Hz. Mehdi’nin Elçiliği İddialarına Yanıt
Rahman ve Rahim olan Allah’ın Adıyla
Büyük Taklit Mercii Ayetullah el-UzmaSeyyid Ali Sistani
SelamunAleyküm
Bugünlerde müteaddit kişi ve akımların ortaya çıktığını görmekteyiz ki bazıları İmam-ı Zaman’ın elçisi olduklarını iddia ederken bazıları bir adım daha ileri giderek o hazretin bizzat kendisi olduklarını iddia ediyorlar! Ancak bunlar vuku bulduğu halde âlimlerden ve fetva mercilerinden açık ve ezici bir cevap almıyorlar. Bu kişiler ortada sahih bir kural bulunmadığı için halkın çoğunun nezdinde rahatlıkla uğursuz hedeflerini gerçekleştiriyorlar. Bunun tek sebebi ise yoksulluk, cahillik ve halkın geçmiş zamanda kasıtlı olarak yöneticiler tarafından saptırılmış olmasıdır. Elbette İmamın dördüncü özel temsilcisi olan Ebul Hasan Ali b. Muhammed es-Semuri’den sonra başlayan büyük gaybet döneminde bu yalan iddiaların rezaleti aşikâr olmuştur. Fakat maalesef sahtekâr iddiacılardan bazılarının aldatmaları henüz insanlar için tam olarak aşikâr olmamıştır. Bu yüzden müessesemize konuyla ilgili çok sayıda soru gönderilmektedir. Dolayısıyla müminler ve Ehlibeyt dostlarını temsilen Zâtiâlinizin bu iddialar karşısındaki cevabınızı bilmeyi kendimiz için bir vacip olarak görüyoruz. Ümit ederiz ki bu konuda beyan edeceğiniz ölçü ve kaidelerle hakkın batıldan teşhisi aşikâr olur. Böylece bir mümin bu tür iddiaları ne zaman teyit ve ne zaman reddedeceğini bilmiş olur.

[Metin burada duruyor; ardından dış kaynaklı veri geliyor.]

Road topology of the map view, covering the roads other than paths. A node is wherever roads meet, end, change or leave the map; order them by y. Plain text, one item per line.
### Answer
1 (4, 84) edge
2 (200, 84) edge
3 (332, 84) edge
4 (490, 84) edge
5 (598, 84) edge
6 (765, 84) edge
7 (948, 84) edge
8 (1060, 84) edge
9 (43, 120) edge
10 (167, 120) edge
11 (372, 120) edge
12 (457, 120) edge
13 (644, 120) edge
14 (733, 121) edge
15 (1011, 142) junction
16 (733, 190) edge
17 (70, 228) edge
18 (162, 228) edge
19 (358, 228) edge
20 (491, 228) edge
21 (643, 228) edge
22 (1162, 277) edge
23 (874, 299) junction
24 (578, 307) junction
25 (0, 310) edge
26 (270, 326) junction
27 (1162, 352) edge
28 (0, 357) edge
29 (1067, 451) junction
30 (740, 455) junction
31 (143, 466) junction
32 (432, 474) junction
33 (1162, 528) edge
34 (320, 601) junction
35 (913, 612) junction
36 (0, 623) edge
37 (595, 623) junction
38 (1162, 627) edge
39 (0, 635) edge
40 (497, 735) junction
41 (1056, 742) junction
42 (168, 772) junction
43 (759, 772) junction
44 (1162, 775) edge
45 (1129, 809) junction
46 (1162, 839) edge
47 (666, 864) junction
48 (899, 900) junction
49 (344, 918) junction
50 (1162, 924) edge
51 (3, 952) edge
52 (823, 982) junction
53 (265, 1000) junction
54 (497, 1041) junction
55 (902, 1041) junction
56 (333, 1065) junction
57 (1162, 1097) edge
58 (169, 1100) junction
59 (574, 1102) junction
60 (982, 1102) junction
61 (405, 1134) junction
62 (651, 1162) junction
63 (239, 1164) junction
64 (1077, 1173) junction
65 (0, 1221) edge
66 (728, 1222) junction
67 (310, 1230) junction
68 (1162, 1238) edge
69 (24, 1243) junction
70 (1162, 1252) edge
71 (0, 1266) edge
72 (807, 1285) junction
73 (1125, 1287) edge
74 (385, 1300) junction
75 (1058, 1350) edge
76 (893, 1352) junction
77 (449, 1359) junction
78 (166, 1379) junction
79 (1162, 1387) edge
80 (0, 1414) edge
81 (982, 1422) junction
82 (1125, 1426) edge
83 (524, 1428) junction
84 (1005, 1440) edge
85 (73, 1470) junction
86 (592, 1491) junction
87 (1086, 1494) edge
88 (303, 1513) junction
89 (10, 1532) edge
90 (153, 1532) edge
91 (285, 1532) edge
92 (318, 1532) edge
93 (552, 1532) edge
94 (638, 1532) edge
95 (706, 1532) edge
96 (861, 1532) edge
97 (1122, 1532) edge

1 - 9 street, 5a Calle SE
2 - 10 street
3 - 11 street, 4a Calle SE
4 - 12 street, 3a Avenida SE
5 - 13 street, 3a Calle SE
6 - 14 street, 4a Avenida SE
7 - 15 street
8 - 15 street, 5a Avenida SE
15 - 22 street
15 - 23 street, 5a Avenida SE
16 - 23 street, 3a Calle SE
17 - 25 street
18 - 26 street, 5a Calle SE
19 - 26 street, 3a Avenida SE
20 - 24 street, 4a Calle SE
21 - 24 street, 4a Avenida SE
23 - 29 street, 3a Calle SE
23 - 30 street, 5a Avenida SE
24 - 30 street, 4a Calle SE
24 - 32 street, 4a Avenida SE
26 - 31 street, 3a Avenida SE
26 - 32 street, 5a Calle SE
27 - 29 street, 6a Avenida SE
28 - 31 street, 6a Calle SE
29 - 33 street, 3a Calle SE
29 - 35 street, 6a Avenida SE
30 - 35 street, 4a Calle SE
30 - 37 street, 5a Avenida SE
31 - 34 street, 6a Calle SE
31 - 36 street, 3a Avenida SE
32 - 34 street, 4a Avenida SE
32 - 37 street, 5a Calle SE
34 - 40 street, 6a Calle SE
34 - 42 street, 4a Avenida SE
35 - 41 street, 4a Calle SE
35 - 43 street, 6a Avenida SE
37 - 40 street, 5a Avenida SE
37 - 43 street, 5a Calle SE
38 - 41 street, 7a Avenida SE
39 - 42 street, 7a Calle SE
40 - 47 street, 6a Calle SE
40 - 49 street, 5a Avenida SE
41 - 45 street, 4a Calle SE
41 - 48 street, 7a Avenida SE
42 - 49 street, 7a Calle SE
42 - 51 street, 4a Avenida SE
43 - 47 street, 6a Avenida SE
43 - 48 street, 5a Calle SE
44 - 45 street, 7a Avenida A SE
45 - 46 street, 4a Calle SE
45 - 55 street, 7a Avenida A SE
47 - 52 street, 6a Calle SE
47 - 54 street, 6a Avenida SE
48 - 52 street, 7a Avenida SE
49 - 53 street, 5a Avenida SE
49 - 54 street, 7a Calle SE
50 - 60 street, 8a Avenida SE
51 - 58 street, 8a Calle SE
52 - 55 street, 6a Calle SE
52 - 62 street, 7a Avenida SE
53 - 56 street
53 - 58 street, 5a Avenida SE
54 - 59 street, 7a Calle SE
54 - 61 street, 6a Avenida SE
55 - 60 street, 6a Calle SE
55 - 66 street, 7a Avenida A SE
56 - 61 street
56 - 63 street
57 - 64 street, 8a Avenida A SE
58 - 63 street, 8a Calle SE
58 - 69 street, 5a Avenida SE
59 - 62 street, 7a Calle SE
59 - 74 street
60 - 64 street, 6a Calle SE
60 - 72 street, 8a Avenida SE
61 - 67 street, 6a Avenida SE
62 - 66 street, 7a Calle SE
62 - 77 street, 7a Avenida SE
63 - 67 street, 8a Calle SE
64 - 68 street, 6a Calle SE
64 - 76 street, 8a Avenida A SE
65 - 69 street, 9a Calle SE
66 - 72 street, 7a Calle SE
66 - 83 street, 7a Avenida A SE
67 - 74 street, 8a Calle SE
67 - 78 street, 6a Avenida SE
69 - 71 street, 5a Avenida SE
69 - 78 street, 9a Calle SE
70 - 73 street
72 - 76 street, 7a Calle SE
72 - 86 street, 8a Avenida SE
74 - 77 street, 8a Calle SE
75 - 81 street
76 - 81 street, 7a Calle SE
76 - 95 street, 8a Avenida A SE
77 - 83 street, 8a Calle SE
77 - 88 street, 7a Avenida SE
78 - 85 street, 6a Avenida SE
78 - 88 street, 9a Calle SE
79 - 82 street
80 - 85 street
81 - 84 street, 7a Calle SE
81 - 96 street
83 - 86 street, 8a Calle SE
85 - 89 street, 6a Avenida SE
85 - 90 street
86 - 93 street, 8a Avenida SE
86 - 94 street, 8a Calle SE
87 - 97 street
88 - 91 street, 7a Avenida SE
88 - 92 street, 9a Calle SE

İmam Mehdi Araştırma Merkezi
--------------------------
Rahman ve Rahim olan Allah’ın Adıyla
Rivayete göre Emirulmuminin İmam Ali (a.s) sohbetlerinin birinde Kumeyl b. ZiyadNehei’ye şöyle buyurdu: İnsanlar üç kısımdır. Allah’ı tanıyan rabbani âlim, kurtuluş yolu üzere (kurtuluş yolunu bulmak için) ilim taleb eden kişiler ve geri kalan (üçüncü grup ise), her sesin peşine takılan, her esintiye kapılıp giden ahmak ve düşük kimselerdir. Onlar ne yollarını bulmaları için ilim ışığıyla aydınlanmışlardır, ne de kendilerini kurtarabilecekleri güvenilir bir desteğe dayanmışlardır.
Gaybet Dönemindeki En Önemli Vazifeler
Müminlerin İmam-ı Zaman’ın gaybet dönemindeki en önemli vazifelerinden biri o hazret ve zuhur alametleriyle ilgili konularda son derece düşünerek ve ihtiyatla hareket etmeleridir. Çünkü bu mevzular gaybet döneminin en zor imtihanları ve fitnelerindendir.
Nice nefsinin kölesi olmuş bidat ehli insanlar ilim ve din kisvesine bürünerek kendilerini o hazrete nispet etmiş; insanların âlimler ve zuhuru bekleme konusundaki saf duygularını istismar etmişlerdir. Böylece bir grup insanı kendilerine çekerek batıl hedefleri doğrultusunda kullanmışlardır. İddialarının batıl olduğu ortaya çıktığında ise kendileriyle birlikte onlara tabi olan birçok insanı helak etmişlerdir.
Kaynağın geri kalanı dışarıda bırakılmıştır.